The Festival is less than 1 week away. Without doubt, the best Racing week of the year as 12 months worth of anticipation builds to its climax. The AntePost book is moving along nicely at this stage and barring a complete nightmare week, we should come out with a decent profit.
AntePost punting is very similar to driving. At aged 17, after 25 hours of lessons and a disastrous first attempt, I managed to pass my driving test. On my first day without the L Plates on, I thought I had made it. My 1991 Renault Clio, with no 5th gear and an alarming knocking sound every time I turned hard right, was all I thought I needed, but as every driver knows, you learn to pass your test and then you learn to drive. Driving alone, without an instructor in the car to help and guide you, is very very different.
My AntePost betting is very similar. In the early days, it took a scatter gun approach, mainly backing the obvious favourites for the Festival and the National in a combination of multiples and specials. The danger with such multiples is that the failure of just 1 or 2 selections can bring it all crashing down. The New One being hampered in 2014, Annie Powers Fall in 2015, Cue Card in 2016, Benie Des Dieux last year, all painful memories of near misses.
I am pleased to say that this year has been different. Carefully plotted AntePost bets and a staking plan put in place in October has helped to give me more control. There are very few multiples for a start. The odd bookmakers special where I felt the price was fair, but other than that it’s been singles all the way. Yes, the opportunity to win huge life changing amounts is more limited, but equally, so is the risk of one faller ruining months of planning.
This week has been quiet, watching the racing more than getting involved. The plan for this fortnight was always to ease off, as the quality of racing diminishes in the lead up to Cheltenham. I have a decent “bank” built up in readiness for next week and am very keen to protect the balance as much as possible. With that in mind, it was only a casual glance over the midweek card at Catterick. However, a horse stood out for me, Stradivarius Davis for Sandy Thomson. In my tracker since its days under Paul Nicholls and further notes to an eye catching effort over too short a trip at Newcastle. I was already to go in and the 8/1 available against the hot favourite Django Django for Jonjo O’Neill seemed fair.

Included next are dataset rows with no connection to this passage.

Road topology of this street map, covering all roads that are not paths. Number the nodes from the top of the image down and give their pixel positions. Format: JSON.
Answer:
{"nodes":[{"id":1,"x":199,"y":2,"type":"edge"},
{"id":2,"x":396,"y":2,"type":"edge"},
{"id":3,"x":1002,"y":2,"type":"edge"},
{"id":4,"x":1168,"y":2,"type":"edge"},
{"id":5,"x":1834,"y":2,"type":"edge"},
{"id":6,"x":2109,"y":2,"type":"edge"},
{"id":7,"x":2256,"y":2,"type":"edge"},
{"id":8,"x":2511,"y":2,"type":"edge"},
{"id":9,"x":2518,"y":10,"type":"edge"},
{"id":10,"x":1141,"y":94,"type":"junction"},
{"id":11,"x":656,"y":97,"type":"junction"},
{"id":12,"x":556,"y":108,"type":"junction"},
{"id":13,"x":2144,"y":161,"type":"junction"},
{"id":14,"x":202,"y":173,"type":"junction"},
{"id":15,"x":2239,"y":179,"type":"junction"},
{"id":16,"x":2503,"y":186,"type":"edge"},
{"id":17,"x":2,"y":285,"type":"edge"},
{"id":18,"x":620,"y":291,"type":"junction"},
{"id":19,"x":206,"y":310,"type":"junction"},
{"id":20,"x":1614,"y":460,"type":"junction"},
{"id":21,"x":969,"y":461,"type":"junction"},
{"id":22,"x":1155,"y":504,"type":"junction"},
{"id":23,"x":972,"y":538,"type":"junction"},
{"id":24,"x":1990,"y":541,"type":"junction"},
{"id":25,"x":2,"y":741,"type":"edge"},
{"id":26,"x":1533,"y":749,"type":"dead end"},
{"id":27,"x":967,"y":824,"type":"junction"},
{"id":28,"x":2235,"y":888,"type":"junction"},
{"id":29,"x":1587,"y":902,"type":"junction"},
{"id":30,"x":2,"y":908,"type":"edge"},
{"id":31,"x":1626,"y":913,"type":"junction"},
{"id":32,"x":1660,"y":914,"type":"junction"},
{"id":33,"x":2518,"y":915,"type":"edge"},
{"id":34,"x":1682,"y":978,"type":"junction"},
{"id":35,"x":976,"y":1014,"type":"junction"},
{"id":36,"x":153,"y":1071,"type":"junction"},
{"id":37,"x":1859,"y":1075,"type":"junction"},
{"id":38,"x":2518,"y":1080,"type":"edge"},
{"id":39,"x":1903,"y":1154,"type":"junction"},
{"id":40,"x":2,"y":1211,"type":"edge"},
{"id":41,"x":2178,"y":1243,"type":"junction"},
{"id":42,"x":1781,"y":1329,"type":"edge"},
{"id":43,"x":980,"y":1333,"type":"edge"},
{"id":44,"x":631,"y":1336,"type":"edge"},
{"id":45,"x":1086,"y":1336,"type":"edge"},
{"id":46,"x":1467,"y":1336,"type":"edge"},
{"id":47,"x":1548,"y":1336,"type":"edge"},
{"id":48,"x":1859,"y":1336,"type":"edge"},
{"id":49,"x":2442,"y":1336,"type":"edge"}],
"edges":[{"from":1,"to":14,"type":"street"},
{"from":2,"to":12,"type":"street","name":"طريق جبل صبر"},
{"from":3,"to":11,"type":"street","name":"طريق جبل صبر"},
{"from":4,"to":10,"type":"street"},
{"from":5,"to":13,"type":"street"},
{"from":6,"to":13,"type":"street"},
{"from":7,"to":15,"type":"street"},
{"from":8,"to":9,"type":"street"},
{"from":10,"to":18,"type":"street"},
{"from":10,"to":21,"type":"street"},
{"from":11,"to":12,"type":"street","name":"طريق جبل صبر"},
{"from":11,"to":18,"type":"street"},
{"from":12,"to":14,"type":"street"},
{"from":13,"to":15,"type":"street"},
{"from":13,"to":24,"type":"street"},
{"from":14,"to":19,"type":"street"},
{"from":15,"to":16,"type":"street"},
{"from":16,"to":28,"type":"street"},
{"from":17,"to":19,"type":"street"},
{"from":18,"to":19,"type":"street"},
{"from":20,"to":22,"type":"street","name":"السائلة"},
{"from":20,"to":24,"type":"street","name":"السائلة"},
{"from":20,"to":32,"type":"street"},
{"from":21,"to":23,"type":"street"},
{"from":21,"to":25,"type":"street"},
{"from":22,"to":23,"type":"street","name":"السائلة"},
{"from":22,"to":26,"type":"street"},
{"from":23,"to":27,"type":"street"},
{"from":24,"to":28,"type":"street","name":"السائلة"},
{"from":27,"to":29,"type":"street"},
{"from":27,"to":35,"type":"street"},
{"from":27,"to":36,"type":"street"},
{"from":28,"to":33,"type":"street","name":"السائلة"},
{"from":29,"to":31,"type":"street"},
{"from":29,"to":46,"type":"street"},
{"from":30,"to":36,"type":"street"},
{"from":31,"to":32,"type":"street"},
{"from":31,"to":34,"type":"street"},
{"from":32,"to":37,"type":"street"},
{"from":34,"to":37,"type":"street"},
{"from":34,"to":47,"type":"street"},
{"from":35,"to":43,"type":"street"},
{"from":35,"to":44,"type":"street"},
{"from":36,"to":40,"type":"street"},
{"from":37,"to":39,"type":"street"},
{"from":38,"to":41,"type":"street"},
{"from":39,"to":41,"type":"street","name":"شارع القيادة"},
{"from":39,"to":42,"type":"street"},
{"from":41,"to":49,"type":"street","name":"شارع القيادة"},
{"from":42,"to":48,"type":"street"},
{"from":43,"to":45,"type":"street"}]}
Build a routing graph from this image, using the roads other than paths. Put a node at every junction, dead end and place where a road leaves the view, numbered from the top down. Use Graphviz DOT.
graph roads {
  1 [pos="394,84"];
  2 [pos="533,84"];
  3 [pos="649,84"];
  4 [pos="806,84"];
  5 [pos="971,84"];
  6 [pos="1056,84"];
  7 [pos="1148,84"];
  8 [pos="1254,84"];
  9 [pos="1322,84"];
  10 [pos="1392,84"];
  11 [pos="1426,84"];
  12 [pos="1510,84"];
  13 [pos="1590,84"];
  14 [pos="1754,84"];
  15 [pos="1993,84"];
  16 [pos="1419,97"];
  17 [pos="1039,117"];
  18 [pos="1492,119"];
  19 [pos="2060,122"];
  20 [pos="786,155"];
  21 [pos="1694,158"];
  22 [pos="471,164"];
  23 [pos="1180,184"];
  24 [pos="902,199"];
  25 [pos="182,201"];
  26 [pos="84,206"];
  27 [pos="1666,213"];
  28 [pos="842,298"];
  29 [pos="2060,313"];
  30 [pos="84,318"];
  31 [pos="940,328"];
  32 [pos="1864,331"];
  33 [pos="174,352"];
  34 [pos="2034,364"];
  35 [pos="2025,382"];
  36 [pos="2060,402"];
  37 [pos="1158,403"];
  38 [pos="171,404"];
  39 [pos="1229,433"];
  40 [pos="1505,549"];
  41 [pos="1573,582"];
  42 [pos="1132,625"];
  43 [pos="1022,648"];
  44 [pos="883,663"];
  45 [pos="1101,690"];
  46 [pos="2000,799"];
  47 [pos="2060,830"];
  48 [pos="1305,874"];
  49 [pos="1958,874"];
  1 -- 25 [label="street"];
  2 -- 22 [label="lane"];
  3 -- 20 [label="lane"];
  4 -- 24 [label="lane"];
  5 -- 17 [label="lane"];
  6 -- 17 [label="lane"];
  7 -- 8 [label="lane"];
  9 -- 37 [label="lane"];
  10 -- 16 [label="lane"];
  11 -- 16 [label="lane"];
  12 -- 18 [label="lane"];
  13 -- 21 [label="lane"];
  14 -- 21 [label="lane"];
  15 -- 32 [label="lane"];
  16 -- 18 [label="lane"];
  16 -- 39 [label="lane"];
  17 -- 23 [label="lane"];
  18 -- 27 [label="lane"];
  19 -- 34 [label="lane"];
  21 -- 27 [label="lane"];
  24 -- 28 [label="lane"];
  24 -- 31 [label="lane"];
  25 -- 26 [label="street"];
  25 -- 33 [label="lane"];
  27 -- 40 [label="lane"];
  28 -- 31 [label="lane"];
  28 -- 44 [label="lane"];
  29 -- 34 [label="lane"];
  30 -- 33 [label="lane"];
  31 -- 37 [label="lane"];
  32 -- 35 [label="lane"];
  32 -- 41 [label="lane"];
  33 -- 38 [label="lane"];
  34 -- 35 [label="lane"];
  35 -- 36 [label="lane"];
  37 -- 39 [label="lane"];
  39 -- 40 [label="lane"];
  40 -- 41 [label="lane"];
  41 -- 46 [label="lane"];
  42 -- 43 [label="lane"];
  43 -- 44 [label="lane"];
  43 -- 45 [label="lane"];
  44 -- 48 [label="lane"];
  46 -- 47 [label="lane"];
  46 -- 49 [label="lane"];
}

On a wet March afternoon, I settled down to the racing with a cuppa. Tipsters and Pundits have a very difficult job, trying to find a winner amongst the lower level fare on offer on an afternoon such as this is an almost impossible task. It is sometimes too easy to think that they will always be right or to take comfort if their selection agrees with your own opinions. Now to name the tipster would be unfair, but I made the mistake of allowing myself to be influenced by their views that the horse was a work in progress and would find the quirks of Catterick too much on the day.
Inevitably, the horse won. Every punter will have stories of winners that have got away, but to lose one because I valued someone else opinion more than my own is a painful lesson to learn. Go on twitter and type in “Cheltenham tips”, there will be so many matches that it will nearly crash the app. Remembering that racing is a game of opinions, that it is my opinion against everyone else’s, is key. It is surely better to lose on my own views, rather than those of others.